-------- Records shown

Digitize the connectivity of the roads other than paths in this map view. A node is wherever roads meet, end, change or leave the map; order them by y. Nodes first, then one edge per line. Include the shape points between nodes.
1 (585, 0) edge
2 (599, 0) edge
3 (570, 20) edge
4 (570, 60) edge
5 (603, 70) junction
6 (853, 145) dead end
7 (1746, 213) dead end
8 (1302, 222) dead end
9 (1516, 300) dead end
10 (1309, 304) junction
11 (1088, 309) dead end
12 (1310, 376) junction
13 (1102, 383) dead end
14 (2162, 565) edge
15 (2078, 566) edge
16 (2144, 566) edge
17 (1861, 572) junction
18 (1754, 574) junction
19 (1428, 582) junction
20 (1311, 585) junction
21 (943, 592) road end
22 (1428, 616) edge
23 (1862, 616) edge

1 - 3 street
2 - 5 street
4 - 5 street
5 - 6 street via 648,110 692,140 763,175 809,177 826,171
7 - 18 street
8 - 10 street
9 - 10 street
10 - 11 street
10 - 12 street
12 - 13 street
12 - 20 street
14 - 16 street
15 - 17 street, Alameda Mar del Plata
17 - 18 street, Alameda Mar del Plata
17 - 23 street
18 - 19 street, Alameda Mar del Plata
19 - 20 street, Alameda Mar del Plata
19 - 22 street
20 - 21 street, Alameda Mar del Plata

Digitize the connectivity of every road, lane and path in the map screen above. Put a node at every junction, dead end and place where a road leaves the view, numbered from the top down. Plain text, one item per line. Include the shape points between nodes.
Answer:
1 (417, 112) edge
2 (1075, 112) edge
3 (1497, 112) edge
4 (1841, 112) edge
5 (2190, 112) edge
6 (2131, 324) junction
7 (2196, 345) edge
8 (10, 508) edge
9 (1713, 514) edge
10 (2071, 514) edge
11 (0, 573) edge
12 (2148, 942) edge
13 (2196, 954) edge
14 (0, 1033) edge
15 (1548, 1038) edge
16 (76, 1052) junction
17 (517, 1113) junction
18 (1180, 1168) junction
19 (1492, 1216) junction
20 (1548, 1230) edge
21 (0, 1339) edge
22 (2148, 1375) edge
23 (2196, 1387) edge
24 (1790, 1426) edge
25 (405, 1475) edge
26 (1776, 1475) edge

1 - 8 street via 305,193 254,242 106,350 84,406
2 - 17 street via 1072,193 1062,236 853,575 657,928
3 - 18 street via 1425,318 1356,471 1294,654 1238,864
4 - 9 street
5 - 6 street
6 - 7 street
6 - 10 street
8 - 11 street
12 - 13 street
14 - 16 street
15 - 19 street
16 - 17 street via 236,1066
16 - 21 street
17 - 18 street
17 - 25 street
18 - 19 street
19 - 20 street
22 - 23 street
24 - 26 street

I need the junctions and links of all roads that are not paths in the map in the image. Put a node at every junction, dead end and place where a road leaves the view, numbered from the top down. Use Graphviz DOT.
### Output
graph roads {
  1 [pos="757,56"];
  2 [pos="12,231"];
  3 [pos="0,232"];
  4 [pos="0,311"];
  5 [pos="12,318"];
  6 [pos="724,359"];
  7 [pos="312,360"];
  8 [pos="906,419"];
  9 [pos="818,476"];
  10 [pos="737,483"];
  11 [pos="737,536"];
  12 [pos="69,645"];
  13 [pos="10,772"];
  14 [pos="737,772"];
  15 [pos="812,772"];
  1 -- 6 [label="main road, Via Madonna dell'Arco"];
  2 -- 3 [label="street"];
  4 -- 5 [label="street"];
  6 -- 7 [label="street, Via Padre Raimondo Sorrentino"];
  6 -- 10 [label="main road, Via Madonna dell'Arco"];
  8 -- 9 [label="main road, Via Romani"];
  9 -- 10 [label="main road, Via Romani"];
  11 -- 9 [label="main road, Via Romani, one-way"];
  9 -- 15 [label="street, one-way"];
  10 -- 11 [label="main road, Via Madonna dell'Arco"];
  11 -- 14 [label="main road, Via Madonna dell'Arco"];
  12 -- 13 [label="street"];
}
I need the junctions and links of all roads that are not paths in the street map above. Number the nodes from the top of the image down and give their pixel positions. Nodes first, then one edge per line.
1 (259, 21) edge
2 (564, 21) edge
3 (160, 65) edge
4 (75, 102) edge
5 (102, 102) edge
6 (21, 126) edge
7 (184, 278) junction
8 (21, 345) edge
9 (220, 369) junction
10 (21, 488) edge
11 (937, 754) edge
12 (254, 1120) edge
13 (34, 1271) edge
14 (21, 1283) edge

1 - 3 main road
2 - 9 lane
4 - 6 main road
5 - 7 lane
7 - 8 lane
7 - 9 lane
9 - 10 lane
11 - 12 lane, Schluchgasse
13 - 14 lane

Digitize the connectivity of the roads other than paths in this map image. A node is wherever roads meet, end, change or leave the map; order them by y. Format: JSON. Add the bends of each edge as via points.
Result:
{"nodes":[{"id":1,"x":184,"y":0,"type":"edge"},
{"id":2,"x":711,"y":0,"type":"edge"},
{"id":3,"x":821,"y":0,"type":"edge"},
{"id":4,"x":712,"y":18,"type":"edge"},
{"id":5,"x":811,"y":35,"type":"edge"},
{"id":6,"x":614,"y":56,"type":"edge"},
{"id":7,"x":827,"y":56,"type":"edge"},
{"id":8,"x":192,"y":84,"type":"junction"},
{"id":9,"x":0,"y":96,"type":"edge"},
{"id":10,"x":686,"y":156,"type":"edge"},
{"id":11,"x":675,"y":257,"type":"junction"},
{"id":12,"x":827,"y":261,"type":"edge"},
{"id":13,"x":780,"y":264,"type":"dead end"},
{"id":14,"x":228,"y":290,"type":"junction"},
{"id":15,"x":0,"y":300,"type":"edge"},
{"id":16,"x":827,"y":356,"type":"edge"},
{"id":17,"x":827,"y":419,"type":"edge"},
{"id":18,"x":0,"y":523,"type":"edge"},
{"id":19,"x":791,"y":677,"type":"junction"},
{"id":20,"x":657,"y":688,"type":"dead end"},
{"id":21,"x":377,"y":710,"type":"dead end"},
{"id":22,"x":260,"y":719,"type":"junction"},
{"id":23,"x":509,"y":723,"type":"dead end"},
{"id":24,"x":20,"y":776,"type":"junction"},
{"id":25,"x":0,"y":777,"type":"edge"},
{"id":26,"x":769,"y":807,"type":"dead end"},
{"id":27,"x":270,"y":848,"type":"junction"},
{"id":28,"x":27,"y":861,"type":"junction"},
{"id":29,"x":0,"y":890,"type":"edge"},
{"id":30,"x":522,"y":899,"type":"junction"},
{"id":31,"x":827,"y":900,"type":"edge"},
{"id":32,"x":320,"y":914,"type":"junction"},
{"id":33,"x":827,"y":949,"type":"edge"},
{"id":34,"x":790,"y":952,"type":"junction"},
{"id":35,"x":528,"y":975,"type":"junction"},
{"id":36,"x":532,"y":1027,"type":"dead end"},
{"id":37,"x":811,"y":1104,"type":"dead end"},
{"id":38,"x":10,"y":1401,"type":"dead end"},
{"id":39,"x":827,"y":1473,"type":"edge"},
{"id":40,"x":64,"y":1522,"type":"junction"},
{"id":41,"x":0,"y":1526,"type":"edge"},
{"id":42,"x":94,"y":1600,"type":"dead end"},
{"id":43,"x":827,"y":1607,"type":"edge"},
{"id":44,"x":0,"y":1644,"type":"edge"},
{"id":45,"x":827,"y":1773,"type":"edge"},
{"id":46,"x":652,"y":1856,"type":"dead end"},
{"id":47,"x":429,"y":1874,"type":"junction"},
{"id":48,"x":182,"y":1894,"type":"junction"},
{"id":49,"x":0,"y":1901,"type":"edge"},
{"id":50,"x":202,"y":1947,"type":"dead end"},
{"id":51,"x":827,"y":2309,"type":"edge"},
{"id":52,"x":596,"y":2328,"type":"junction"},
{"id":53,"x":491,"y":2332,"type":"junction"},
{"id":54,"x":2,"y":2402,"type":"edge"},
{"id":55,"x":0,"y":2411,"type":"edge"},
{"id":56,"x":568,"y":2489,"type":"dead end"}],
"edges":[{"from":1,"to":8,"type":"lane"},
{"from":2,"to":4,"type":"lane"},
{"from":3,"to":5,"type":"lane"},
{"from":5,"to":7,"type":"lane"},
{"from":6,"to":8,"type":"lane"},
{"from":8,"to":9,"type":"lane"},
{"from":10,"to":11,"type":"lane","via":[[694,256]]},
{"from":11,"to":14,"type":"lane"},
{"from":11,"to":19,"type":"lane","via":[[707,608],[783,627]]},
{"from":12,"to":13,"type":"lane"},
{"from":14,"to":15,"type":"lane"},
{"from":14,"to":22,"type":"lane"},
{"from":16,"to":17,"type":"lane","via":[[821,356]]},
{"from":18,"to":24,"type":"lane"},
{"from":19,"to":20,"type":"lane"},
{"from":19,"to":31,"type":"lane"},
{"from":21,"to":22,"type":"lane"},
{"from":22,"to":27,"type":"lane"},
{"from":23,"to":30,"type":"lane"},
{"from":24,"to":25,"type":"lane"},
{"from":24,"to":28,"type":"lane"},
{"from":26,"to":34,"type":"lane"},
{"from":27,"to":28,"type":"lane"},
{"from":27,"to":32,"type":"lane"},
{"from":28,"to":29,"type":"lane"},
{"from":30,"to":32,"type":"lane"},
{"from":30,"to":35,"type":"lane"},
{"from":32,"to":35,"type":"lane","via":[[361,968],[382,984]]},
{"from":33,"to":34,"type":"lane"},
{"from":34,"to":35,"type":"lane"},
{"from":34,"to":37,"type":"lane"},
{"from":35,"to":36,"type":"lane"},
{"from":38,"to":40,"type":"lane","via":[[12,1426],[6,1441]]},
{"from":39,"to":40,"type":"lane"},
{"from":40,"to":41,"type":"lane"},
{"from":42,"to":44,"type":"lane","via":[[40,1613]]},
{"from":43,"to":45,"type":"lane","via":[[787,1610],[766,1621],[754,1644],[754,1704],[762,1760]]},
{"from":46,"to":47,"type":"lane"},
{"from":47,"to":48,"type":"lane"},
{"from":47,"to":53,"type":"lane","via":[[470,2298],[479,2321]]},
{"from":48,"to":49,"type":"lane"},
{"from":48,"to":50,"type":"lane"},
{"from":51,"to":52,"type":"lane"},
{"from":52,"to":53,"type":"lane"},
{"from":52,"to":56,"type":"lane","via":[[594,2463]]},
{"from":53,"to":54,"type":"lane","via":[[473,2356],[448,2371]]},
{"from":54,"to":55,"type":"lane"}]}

----------------

* Task item *
Extract exactly and only the lines above from the line containing "Use Graphviz DOT." through the line containing "as via points.", both end lines included.

* Written solution *
I need the junctions and links of all roads that are not paths in the map in the image. Put a node at every junction, dead end and place where a road leaves the view, numbered from the top down. Use Graphviz DOT.
### Output
graph roads {
  1 [pos="757,56"];
  2 [pos="12,231"];
  3 [pos="0,232"];
  4 [pos="0,311"];
  5 [pos="12,318"];
  6 [pos="724,359"];
  7 [pos="312,360"];
  8 [pos="906,419"];
  9 [pos="818,476"];
  10 [pos="737,483"];
  11 [pos="737,536"];
  12 [pos="69,645"];
  13 [pos="10,772"];
  14 [pos="737,772"];
  15 [pos="812,772"];
  1 -- 6 [label="main road, Via Madonna dell'Arco"];
  2 -- 3 [label="street"];
  4 -- 5 [label="street"];
  6 -- 7 [label="street, Via Padre Raimondo Sorrentino"];
  6 -- 10 [label="main road, Via Madonna dell'Arco"];
  8 -- 9 [label="main road, Via Romani"];
  9 -- 10 [label="main road, Via Romani"];
  11 -- 9 [label="main road, Via Romani, one-way"];
  9 -- 15 [label="street, one-way"];
  10 -- 11 [label="main road, Via Madonna dell'Arco"];
  11 -- 14 [label="main road, Via Madonna dell'Arco"];
  12 -- 13 [label="street"];
}
I need the junctions and links of all roads that are not paths in the street map above. Number the nodes from the top of the image down and give their pixel positions. Nodes first, then one edge per line.
1 (259, 21) edge
2 (564, 21) edge
3 (160, 65) edge
4 (75, 102) edge
5 (102, 102) edge
6 (21, 126) edge
7 (184, 278) junction
8 (21, 345) edge
9 (220, 369) junction
10 (21, 488) edge
11 (937, 754) edge
12 (254, 1120) edge
13 (34, 1271) edge
14 (21, 1283) edge

1 - 3 main road
2 - 9 lane
4 - 6 main road
5 - 7 lane
7 - 8 lane
7 - 9 lane
9 - 10 lane
11 - 12 lane, Schluchgasse
13 - 14 lane

Digitize the connectivity of the roads other than paths in this map image. A node is wherever roads meet, end, change or leave the map; order them by y. Format: JSON. Add the bends of each edge as via points.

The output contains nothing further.